(DATA PROVIDED Opens)

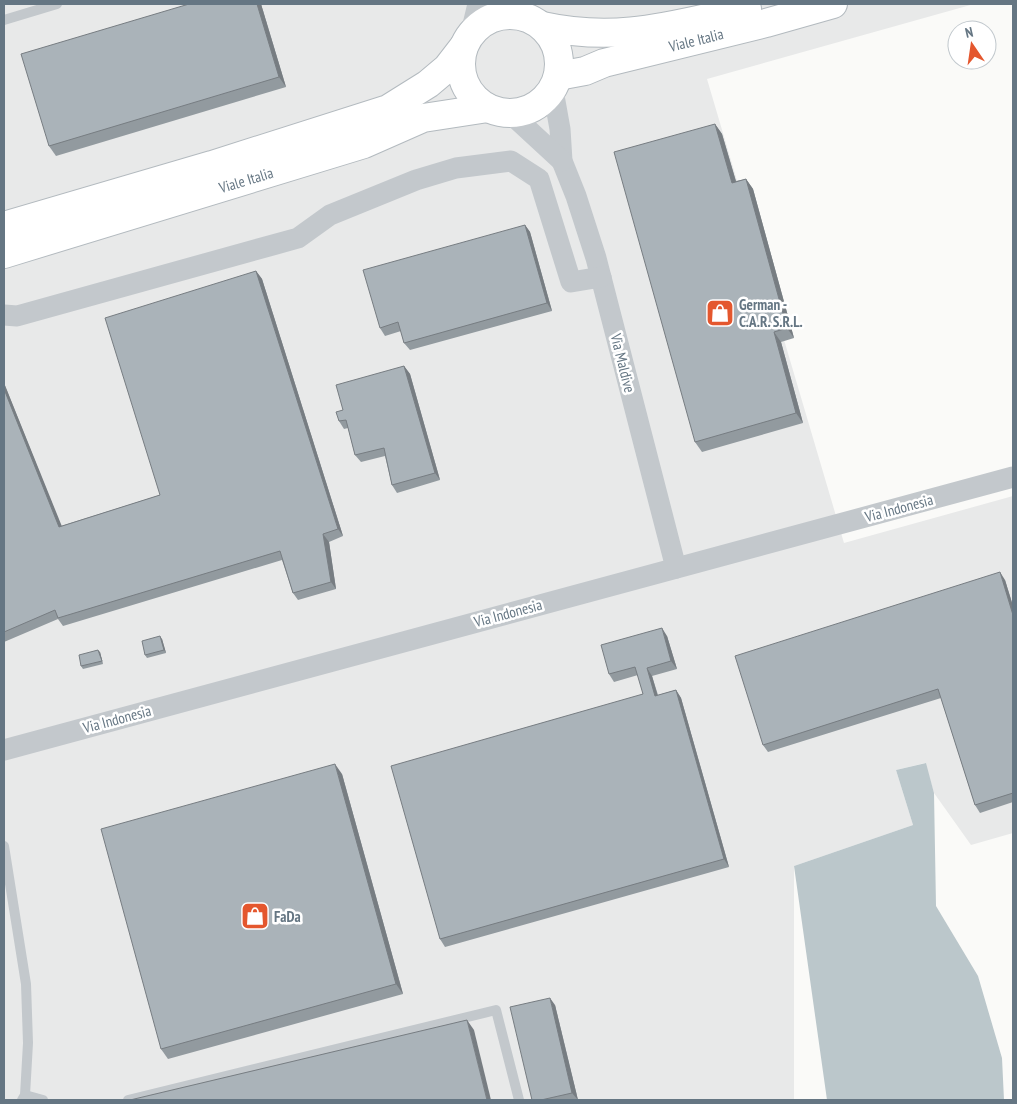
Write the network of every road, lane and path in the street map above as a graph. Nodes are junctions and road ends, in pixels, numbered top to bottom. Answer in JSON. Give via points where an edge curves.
{"nodes":[{"id":1,"x":57,"y":4,"type":"edge"},
{"id":2,"x":478,"y":4,"type":"edge"},
{"id":3,"x":768,"y":4,"type":"edge"},
{"id":4,"x":833,"y":4,"type":"edge"},
{"id":5,"x":510,"y":9,"type":"edge"},
{"id":6,"x":4,"y":20,"type":"edge"},
{"id":7,"x":542,"y":26,"type":"junction"},
{"id":8,"x":467,"y":40,"type":"junction"},
{"id":9,"x":555,"y":83,"type":"junction"},
{"id":10,"x":499,"y":111,"type":"junction"},
{"id":11,"x":562,"y":161,"type":"junction"},
{"id":12,"x":4,"y":226,"type":"edge"},
{"id":13,"x":4,"y":254,"type":"edge"},
{"id":14,"x":601,"y":277,"type":"junction"},
{"id":15,"x":4,"y":315,"type":"edge"},
{"id":16,"x":1013,"y":478,"type":"edge"},
{"id":17,"x":676,"y":568,"type":"junction"},
{"id":18,"x":4,"y":750,"type":"edge"},
{"id":19,"x":4,"y":846,"type":"edge"},
{"id":20,"x":23,"y":1098,"type":"edge"},
{"id":21,"x":43,"y":1100,"type":"edge"},
{"id":22,"x":128,"y":1100,"type":"edge"},
{"id":23,"x":519,"y":1100,"type":"edge"}],
"edges":[{"from":1,"to":6,"type":"lane"},
{"from":2,"to":8,"type":"street"},
{"from":3,"to":7,"type":"main road","name":"Viale Italia","via":[[643,32],[574,33]]},
{"from":4,"to":9,"type":"main road","name":"Viale Italia","via":[[604,63]]},
{"from":5,"to":7,"type":"main road"},
{"from":5,"to":8,"type":"main road","via":[[492,18]]},
{"from":7,"to":9,"type":"main road","via":[[556,45],[560,63]]},
{"from":8,"to":10,"type":"main road","via":[[461,70],[464,81],[476,100]]},
{"from":8,"to":12,"type":"main road","name":"Viale Italia","via":[[447,68],[388,109]]},
{"from":9,"to":10,"type":"main road","via":[[538,105],[519,113]]},
{"from":9,"to":11,"type":"street","name":"Via Maldive"},
{"from":10,"to":11,"type":"street","name":"Via Maldive"},
{"from":10,"to":13,"type":"main road","name":"Viale Italia","via":[[423,118],[364,144]]},
{"from":11,"to":14,"type":"street","name":"Via Maldive"},
{"from":14,"to":15,"type":"street","via":[[571,282],[539,179],[511,161],[456,168],[416,180],[330,215],[298,238],[18,316]]},
{"from":14,"to":17,"type":"street","name":"Via Maldive"},
{"from":16,"to":17,"type":"street","name":"Via Indonesia"},
{"from":17,"to":18,"type":"street","name":"Via Indonesia"},
{"from":19,"to":20,"type":"lane","via":[[26,984],[28,1043]]},
{"from":20,"to":21,"type":"lane"},
{"from":22,"to":23,"type":"lane","via":[[496,1010]]}]}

(DATA PROVIDED Closes)

- **TASK DIRECTIONS**
Return every record exactly. Pictures stay out.

- **EXERCISE OUTPUT**
Write the network of every road, lane and path in the street map above as a graph. Nodes are junctions and road ends, in pixels, numbered top to bottom. Answer in JSON. Give via points where an edge curves.
{"nodes":[{"id":1,"x":57,"y":4,"type":"edge"},
{"id":2,"x":478,"y":4,"type":"edge"},
{"id":3,"x":768,"y":4,"type":"edge"},
{"id":4,"x":833,"y":4,"type":"edge"},
{"id":5,"x":510,"y":9,"type":"edge"},
{"id":6,"x":4,"y":20,"type":"edge"},
{"id":7,"x":542,"y":26,"type":"junction"},
{"id":8,"x":467,"y":40,"type":"junction"},
{"id":9,"x":555,"y":83,"type":"junction"},
{"id":10,"x":499,"y":111,"type":"junction"},
{"id":11,"x":562,"y":161,"type":"junction"},
{"id":12,"x":4,"y":226,"type":"edge"},
{"id":13,"x":4,"y":254,"type":"edge"},
{"id":14,"x":601,"y":277,"type":"junction"},
{"id":15,"x":4,"y":315,"type":"edge"},
{"id":16,"x":1013,"y":478,"type":"edge"},
{"id":17,"x":676,"y":568,"type":"junction"},
{"id":18,"x":4,"y":750,"type":"edge"},
{"id":19,"x":4,"y":846,"type":"edge"},
{"id":20,"x":23,"y":1098,"type":"edge"},
{"id":21,"x":43,"y":1100,"type":"edge"},
{"id":22,"x":128,"y":1100,"type":"edge"},
{"id":23,"x":519,"y":1100,"type":"edge"}],
"edges":[{"from":1,"to":6,"type":"lane"},
{"from":2,"to":8,"type":"street"},
{"from":3,"to":7,"type":"main road","name":"Viale Italia","via":[[643,32],[574,33]]},
{"from":4,"to":9,"type":"main road","name":"Viale Italia","via":[[604,63]]},
{"from":5,"to":7,"type":"main road"},
{"from":5,"to":8,"type":"main road","via":[[492,18]]},
{"from":7,"to":9,"type":"main road","via":[[556,45],[560,63]]},
{"from":8,"to":10,"type":"main road","via":[[461,70],[464,81],[476,100]]},
{"from":8,"to":12,"type":"main road","name":"Viale Italia","via":[[447,68],[388,109]]},
{"from":9,"to":10,"type":"main road","via":[[538,105],[519,113]]},
{"from":9,"to":11,"type":"street","name":"Via Maldive"},
{"from":10,"to":11,"type":"street","name":"Via Maldive"},
{"from":10,"to":13,"type":"main road","name":"Viale Italia","via":[[423,118],[364,144]]},
{"from":11,"to":14,"type":"street","name":"Via Maldive"},
{"from":14,"to":15,"type":"street","via":[[571,282],[539,179],[511,161],[456,168],[416,180],[330,215],[298,238],[18,316]]},
{"from":14,"to":17,"type":"street","name":"Via Maldive"},
{"from":16,"to":17,"type":"street","name":"Via Indonesia"},
{"from":17,"to":18,"type":"street","name":"Via Indonesia"},
{"from":19,"to":20,"type":"lane","via":[[26,984],[28,1043]]},
{"from":20,"to":21,"type":"lane"},
{"from":22,"to":23,"type":"lane","via":[[496,1010]]}]}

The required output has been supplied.